_WORK TASK_
Where does the string "junctions" occur in the records below? Copy every line that holds it.

_DATA RECORDS_
__________

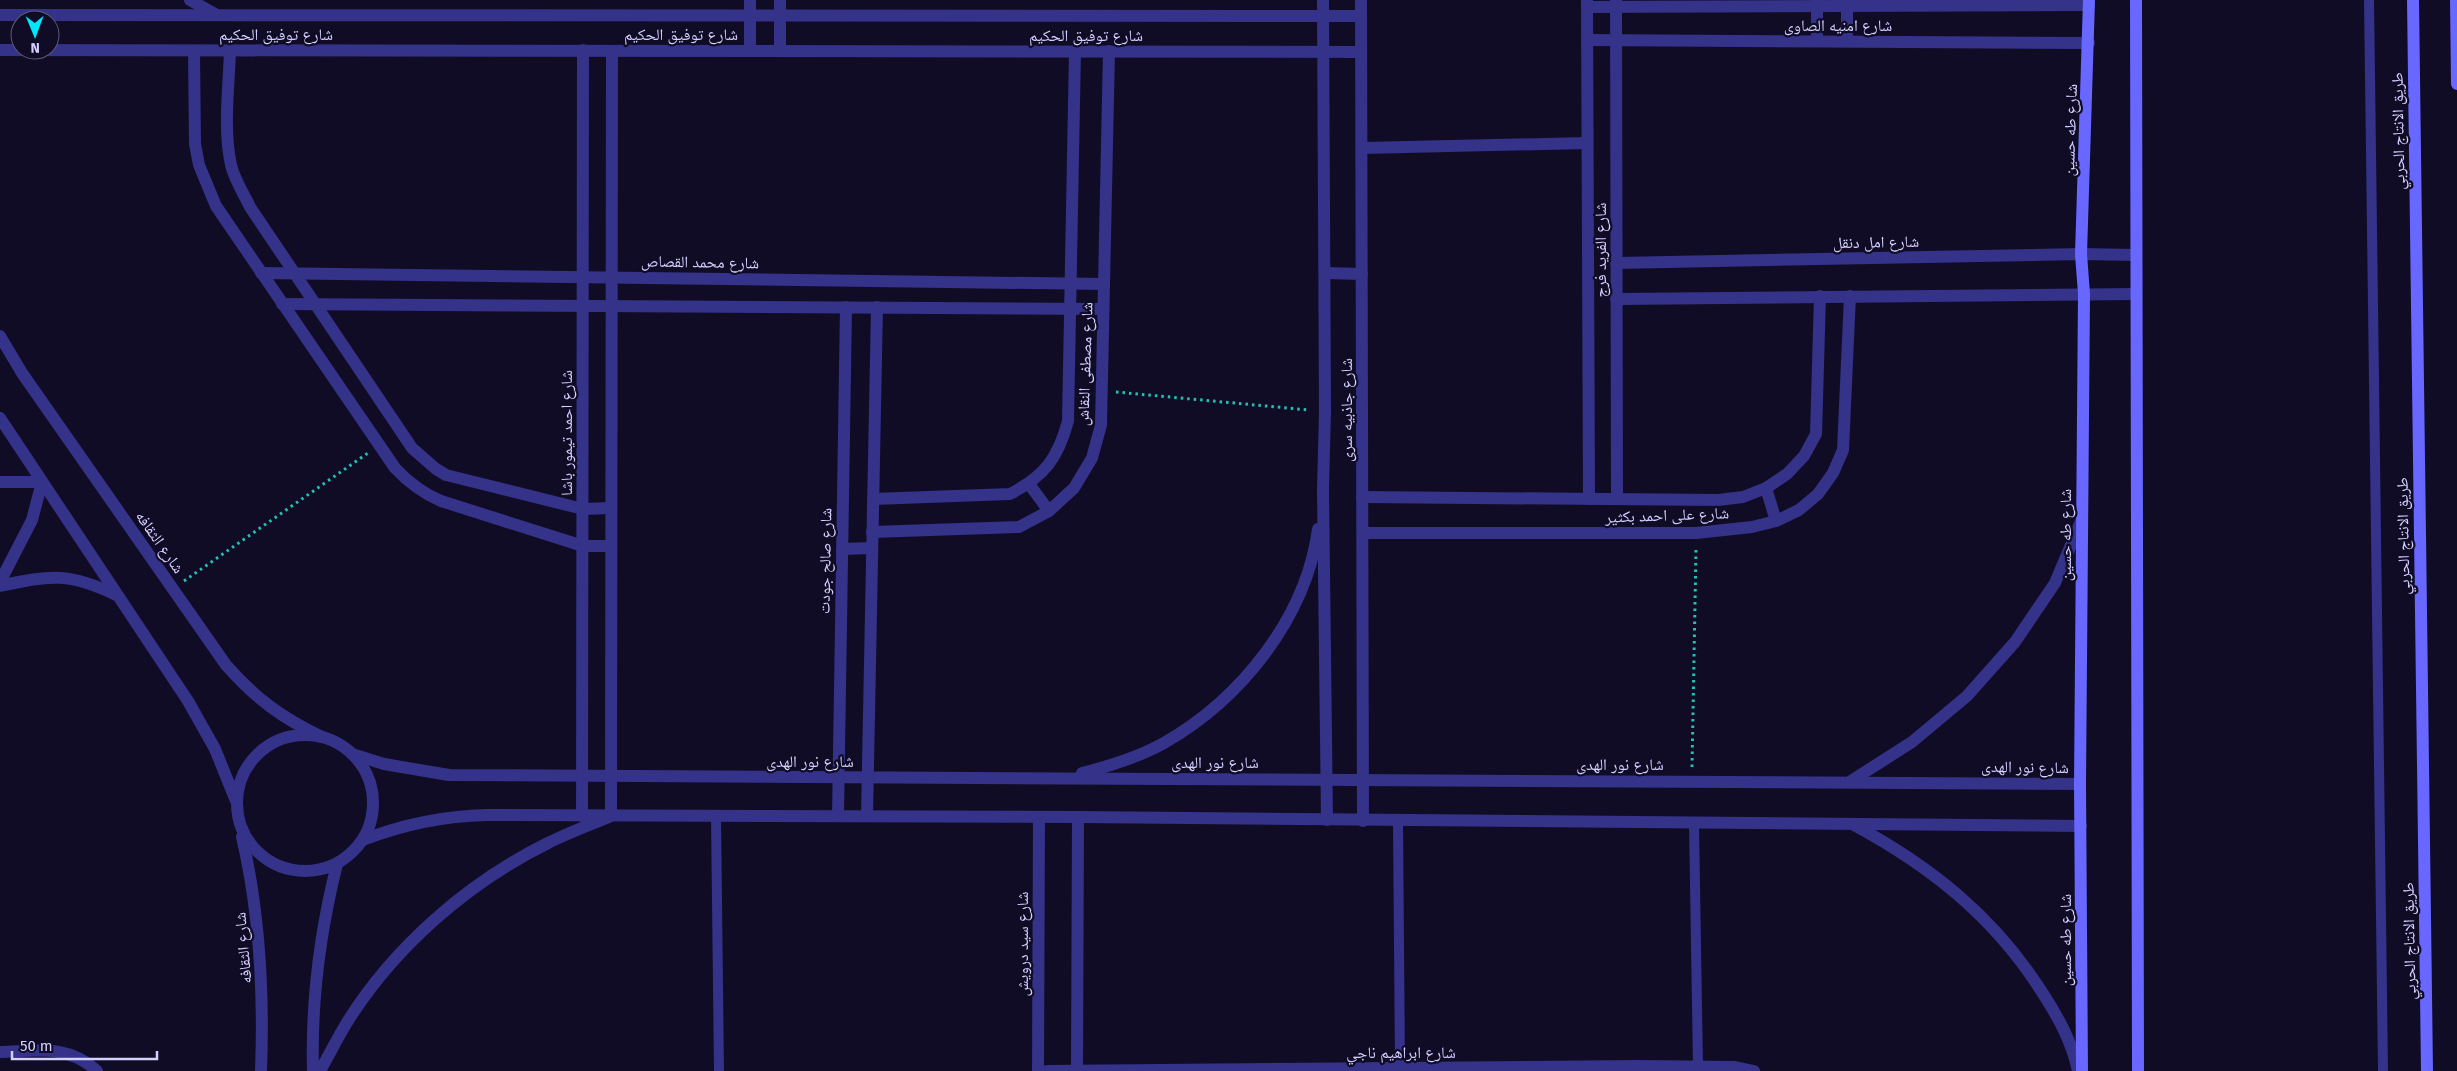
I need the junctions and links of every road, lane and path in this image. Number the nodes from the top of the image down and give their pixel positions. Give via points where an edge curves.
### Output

__________

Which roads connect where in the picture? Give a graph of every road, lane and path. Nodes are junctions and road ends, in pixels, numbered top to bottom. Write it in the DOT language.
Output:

__________

_SOLUTION TO THIS EXERCISE_
I need the junctions and links of every road, lane and path in this image. Number the nodes from the top of the image down and give their pixel positions. Give via points where an edge curves.
Which roads connect where in the picture? Give a graph of every road, lane and path. Nodes are junctions and road ends, in pixels, numbered top to bottom. Write it in the DOT language.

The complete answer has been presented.